Alongside these changes, of course, traditional life went on (and still goes on) its course, as can be seen by The Milkmaid (on loan from the Rijksmuseum in Amsterdam), currently on view at the Metropolitan Museum of Art. It is part of a small exhibit on Vermeer, the kind that doesn't overwhelm you. The Milkmaid, we learn, is not a one-of-a-kind work. Vermeer was relying on a long tradition of milkmaids in art, as can be seen in the examples here.
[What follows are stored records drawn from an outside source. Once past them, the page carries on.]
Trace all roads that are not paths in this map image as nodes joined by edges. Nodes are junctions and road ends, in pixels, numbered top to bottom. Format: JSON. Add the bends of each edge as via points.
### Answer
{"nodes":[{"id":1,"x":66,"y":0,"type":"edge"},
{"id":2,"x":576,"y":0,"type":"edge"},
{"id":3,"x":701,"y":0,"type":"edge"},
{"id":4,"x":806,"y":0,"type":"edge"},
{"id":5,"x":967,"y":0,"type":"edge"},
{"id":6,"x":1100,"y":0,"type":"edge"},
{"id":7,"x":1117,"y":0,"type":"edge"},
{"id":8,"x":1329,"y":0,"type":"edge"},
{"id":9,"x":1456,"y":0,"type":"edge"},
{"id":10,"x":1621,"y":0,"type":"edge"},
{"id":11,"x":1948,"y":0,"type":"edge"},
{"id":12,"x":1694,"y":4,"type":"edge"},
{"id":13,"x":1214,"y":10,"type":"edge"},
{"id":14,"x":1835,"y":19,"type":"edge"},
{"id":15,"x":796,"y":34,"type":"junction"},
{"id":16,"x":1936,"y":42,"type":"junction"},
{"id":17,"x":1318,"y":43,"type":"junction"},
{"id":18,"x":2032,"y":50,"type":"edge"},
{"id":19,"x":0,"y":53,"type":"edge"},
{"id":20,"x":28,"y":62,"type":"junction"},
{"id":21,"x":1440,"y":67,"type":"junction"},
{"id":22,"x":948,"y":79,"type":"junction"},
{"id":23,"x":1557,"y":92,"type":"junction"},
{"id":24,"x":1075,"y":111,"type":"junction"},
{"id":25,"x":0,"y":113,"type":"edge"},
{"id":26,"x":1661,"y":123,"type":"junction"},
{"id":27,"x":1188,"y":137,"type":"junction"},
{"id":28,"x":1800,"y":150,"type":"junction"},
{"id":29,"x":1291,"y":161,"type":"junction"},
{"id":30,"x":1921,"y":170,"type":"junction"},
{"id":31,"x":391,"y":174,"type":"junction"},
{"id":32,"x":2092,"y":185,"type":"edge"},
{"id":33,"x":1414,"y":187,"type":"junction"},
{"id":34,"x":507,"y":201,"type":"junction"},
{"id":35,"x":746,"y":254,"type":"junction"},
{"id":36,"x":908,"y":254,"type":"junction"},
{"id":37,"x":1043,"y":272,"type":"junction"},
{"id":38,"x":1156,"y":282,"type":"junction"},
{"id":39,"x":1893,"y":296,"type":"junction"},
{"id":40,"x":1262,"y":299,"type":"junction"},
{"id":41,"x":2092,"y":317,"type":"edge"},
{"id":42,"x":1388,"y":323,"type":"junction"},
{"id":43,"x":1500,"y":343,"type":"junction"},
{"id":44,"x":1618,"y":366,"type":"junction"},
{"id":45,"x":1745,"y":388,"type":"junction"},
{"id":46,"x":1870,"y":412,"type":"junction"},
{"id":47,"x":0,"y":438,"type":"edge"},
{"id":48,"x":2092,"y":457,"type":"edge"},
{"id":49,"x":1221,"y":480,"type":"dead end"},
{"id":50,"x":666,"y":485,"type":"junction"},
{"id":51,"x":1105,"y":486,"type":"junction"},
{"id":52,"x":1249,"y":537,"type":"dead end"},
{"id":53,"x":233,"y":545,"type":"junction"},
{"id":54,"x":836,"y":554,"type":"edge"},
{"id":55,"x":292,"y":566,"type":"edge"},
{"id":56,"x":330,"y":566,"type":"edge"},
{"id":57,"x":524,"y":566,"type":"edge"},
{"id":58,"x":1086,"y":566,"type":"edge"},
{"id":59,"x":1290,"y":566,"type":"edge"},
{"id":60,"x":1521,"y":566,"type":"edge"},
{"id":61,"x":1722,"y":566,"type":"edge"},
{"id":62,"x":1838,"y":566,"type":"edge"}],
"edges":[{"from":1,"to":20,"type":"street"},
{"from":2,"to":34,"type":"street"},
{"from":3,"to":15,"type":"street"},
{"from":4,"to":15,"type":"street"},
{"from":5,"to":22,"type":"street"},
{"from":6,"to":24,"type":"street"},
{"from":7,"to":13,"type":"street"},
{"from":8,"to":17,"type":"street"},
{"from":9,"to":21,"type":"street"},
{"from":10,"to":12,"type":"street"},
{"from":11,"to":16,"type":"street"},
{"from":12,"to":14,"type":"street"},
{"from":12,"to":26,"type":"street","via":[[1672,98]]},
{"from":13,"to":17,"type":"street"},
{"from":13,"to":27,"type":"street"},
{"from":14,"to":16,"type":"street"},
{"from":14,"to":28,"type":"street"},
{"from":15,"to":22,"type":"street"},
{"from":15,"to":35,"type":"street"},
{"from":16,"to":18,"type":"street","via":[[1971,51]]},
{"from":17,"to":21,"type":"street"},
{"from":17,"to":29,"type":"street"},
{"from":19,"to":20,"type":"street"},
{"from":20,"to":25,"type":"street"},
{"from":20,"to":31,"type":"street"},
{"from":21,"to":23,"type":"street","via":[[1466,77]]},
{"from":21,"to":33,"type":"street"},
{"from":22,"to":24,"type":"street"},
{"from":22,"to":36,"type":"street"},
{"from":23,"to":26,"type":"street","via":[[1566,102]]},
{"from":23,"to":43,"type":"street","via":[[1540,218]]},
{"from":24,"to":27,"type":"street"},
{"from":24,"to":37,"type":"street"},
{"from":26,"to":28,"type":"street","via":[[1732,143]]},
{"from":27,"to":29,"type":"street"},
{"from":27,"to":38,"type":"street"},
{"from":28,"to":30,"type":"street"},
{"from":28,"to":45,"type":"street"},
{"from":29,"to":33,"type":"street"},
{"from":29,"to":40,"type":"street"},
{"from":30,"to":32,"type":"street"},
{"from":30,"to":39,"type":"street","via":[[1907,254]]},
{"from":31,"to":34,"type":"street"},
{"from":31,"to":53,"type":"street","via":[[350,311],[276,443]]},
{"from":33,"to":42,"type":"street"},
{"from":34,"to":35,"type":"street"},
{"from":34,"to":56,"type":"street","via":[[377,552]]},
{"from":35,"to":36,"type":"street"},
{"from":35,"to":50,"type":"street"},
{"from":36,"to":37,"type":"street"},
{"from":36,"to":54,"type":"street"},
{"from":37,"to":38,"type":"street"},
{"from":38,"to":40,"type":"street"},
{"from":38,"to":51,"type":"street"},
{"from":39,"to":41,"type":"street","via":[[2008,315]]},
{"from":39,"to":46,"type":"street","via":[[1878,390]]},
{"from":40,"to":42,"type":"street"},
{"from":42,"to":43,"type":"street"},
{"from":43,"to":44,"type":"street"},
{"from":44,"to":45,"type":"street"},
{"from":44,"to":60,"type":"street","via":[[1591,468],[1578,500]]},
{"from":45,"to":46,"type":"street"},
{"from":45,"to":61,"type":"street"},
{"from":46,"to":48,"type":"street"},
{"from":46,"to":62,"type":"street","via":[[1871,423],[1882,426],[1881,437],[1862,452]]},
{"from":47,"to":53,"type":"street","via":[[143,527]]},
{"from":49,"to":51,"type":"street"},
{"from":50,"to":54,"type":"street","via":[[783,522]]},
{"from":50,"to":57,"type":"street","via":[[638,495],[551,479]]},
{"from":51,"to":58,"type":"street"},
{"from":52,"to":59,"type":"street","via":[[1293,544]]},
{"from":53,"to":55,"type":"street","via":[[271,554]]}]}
At the same time, even The Milkmaid, with its seemingly traditional subject, alerts us to a small sign of the changes introduced into Dutch households by world commerce. Alongside the foot warmer at the bottom right in The Milkmaid is a row of "Delft tiles." (Click painting to enlarge.) Brook mentions that in the decade of the 1650s Chinese porcelains began to take their place in Dutch art and life. Dutch potters, however, unable to match Chinese blue-and-white, made passable imitations, at the low end of which were blue-and-white wall tiles. In the process, they created a kind of folk art through what Brook calls (quoting Anthony Bailey) "long-distance plagiarism."